Post by Mike A on Wed Nov 15, 2017 12:30 pm

I think you have to distinguish between a 'race' and an 'event'. Specifically, a mass-participation event.

Consider the London Marathon - depending on conditions, the men's race winner will be 2:03-2:10. By your reckoning, no-one should enter unless they can run 2:23 or less. That would be a pretty small field! But that's why you have an elite race and an open race.

As someone who will never get within 10% of the winners, I like to have timed events to enter - I use them to motivate my fitness training (without goals I get lazy!), and to raise funds for charities.
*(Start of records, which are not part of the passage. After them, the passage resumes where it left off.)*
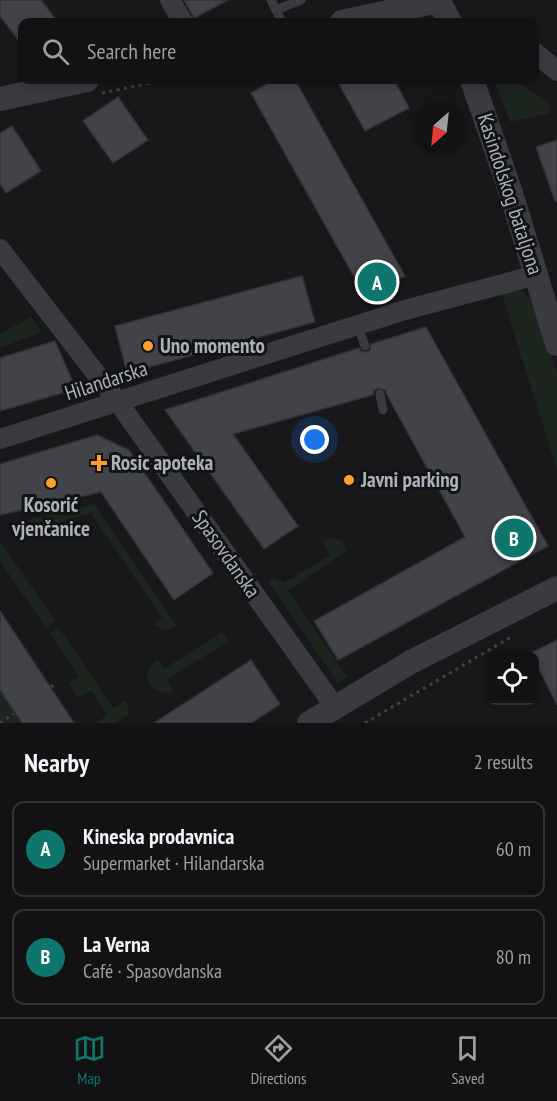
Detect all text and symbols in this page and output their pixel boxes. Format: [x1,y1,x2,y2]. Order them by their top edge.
search box [18,18,539,84]
icon: search [39,35,72,68]
text: Search here [87,37,176,65]
north arrow [413,102,467,156]
street label: Kasindolskog bataljona [472,110,549,278]
pin: A [358,260,397,304]
place label: Uno momento [160,332,265,359]
marker: Uno momento [141,339,155,353]
street label: Hilandarska [61,355,151,407]
your location [300,425,329,454]
place label: Rosic apoteka [111,449,214,476]
marker: Rosic apoteka [92,456,106,470]
place label: Javni parking [360,466,459,493]
marker: Javni parking [342,473,356,487]
marker: Kosorić vjenčanice [44,476,58,490]
place label: Kosorić vjenčanice [11,491,90,542]
street label: Spasovdanska [186,505,266,603]
pin: B [494,516,534,560]
map controls [485,651,539,705]
button: locate [485,651,539,705]
text: Nearby [24,746,89,779]
text: 2 results [474,749,533,775]
text: Kineska prodavnica [83,822,234,850]
text: A [40,836,51,862]
text: 60 m [496,836,531,862]
text: Supermarket · Hilandarska [83,850,264,876]
text: La Verna [83,930,150,958]
text: B [41,944,50,970]
text: 80 m [496,944,531,970]
text: Café · Spasovdanska [83,958,222,984]
tab: Map [73,1032,106,1088]
tab: Directions [251,1032,306,1088]
tab: Saved [451,1032,484,1088]

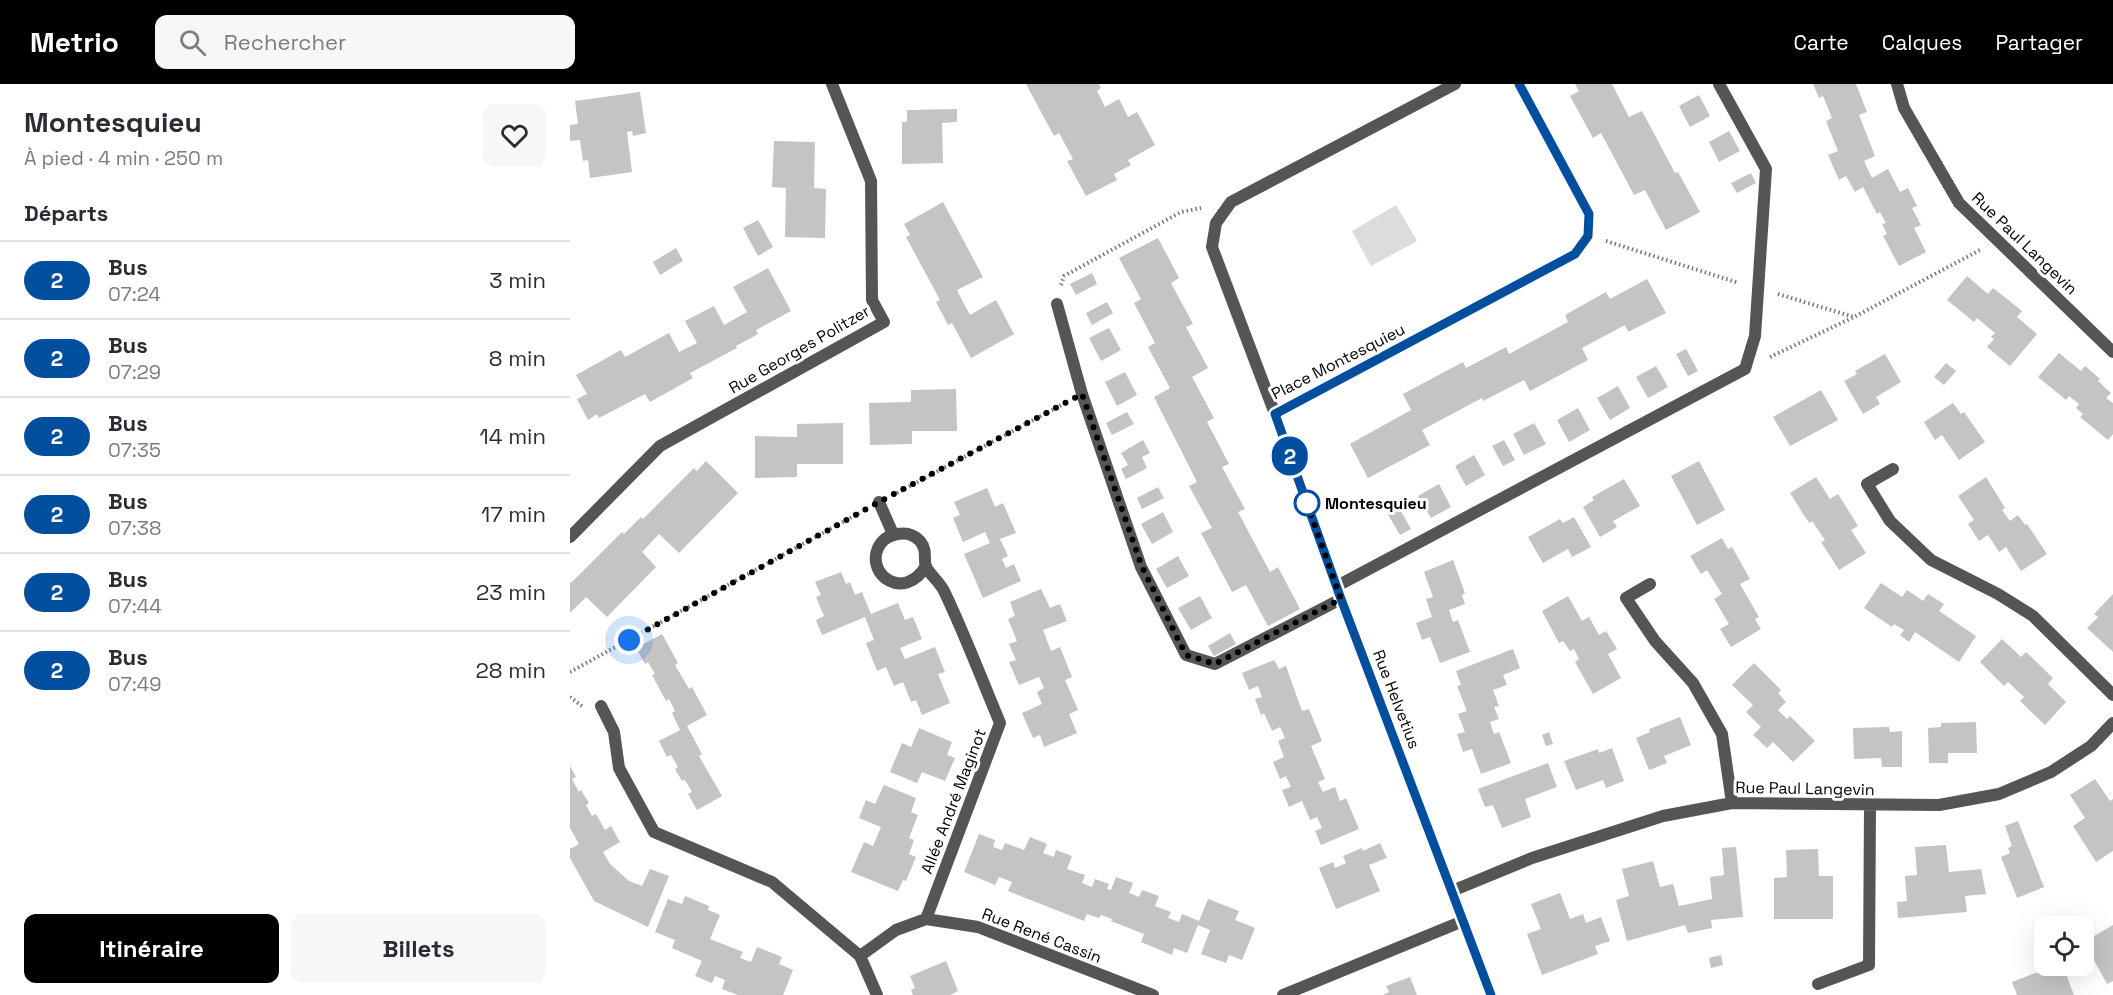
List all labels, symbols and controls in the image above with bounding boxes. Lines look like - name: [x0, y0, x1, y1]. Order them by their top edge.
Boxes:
- search box: [155, 15, 575, 69]
- text: Metrio: [30, 24, 119, 60]
- icon: search: [176, 26, 209, 59]
- text: Rechercher: [224, 28, 346, 56]
- text: Carte: [1794, 29, 1849, 56]
- text: Calques: [1882, 29, 1962, 56]
- text: Partager: [1995, 29, 2083, 56]
- text: Montesquieu: [24, 104, 202, 140]
- button: heart: [483, 104, 546, 167]
- text: À pied · 4 min · 250 m: [24, 145, 223, 171]
- street label: Rue Paul Langevin: [1967, 187, 2082, 299]
- text: Départs: [24, 199, 108, 227]
- text: Bus: [108, 253, 148, 281]
- text: 3 min: [489, 266, 546, 294]
- text: 2: [51, 267, 63, 294]
- text: 07:24: [108, 281, 161, 307]
- street label: Rue Georges Politzer: [725, 300, 874, 398]
- street label: Place Montesquieu: [1268, 319, 1409, 404]
- text: Bus: [108, 331, 148, 359]
- text: 8 min: [489, 344, 546, 372]
- text: 2: [51, 345, 63, 372]
- text: 07:29: [108, 359, 161, 385]
- text: Bus: [108, 409, 148, 437]
- text: 14 min: [480, 422, 546, 450]
- text: 2: [51, 423, 63, 450]
- line badge: 2: [1270, 436, 1310, 476]
- text: 07:35: [108, 437, 161, 463]
- text: 2: [1284, 443, 1296, 470]
- text: Bus: [108, 487, 148, 515]
- marker: Montesquieu: [1294, 490, 1320, 516]
- place label: Montesquieu: [1325, 493, 1427, 514]
- text: 17 min: [481, 500, 546, 528]
- text: 2: [51, 501, 63, 528]
- text: 07:38: [108, 515, 161, 541]
- text: Bus: [108, 565, 148, 593]
- text: 23 min: [476, 578, 546, 606]
- text: 2: [51, 579, 63, 606]
- text: 07:44: [108, 593, 162, 619]
- your location: [614, 625, 644, 655]
- text: Bus: [108, 643, 148, 671]
- street label: Rue Helvetius: [1368, 647, 1425, 752]
- text: 28 min: [476, 656, 546, 684]
- text: 2: [51, 657, 63, 684]
- text: 07:49: [108, 671, 162, 697]
- street label: Allée André Maginot: [916, 726, 991, 877]
- street label: Rue Paul Langevin: [1735, 777, 1875, 800]
- street label: Rue René Cassin: [979, 903, 1105, 968]
- button: Itinéraire: [24, 914, 279, 983]
- button: Billets: [291, 914, 546, 983]
- map controls: [2034, 916, 2094, 976]
- button: locate: [2034, 916, 2094, 976]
Fortunately we have quite a few swimming events like this in the UK. Though I never get within 10% of the winning times, I generally get in the top 25-50% of the field, depending on the type of competitors the event attracts (50% if it's mainly serious triathletes and swimmers, 25% if it includes a lot of "recreational" swimmers). Some events are relatively small (50-60 swimmers); the biggest one I've done is the Dart 10k which was 650 swimmers, starting in 'waves' depending on speed. I swam 2hrs 20mins; the winner was 1hr 50mins, so (even with tidal assistance) I was outside 10% of the fastest time.

Personally I think anything that encourages people to get fit and take up sport is a good thing. To say "it's all about winning" or "don't bother trying if you're not a natural athlete" is a really bad message. To those of us who have more enthusiasm than talent, it's pretty much about racing against ourselves, or just challenging ourselves to complete the distance. Without timed, competitive events, it's hard to keep that motivation going.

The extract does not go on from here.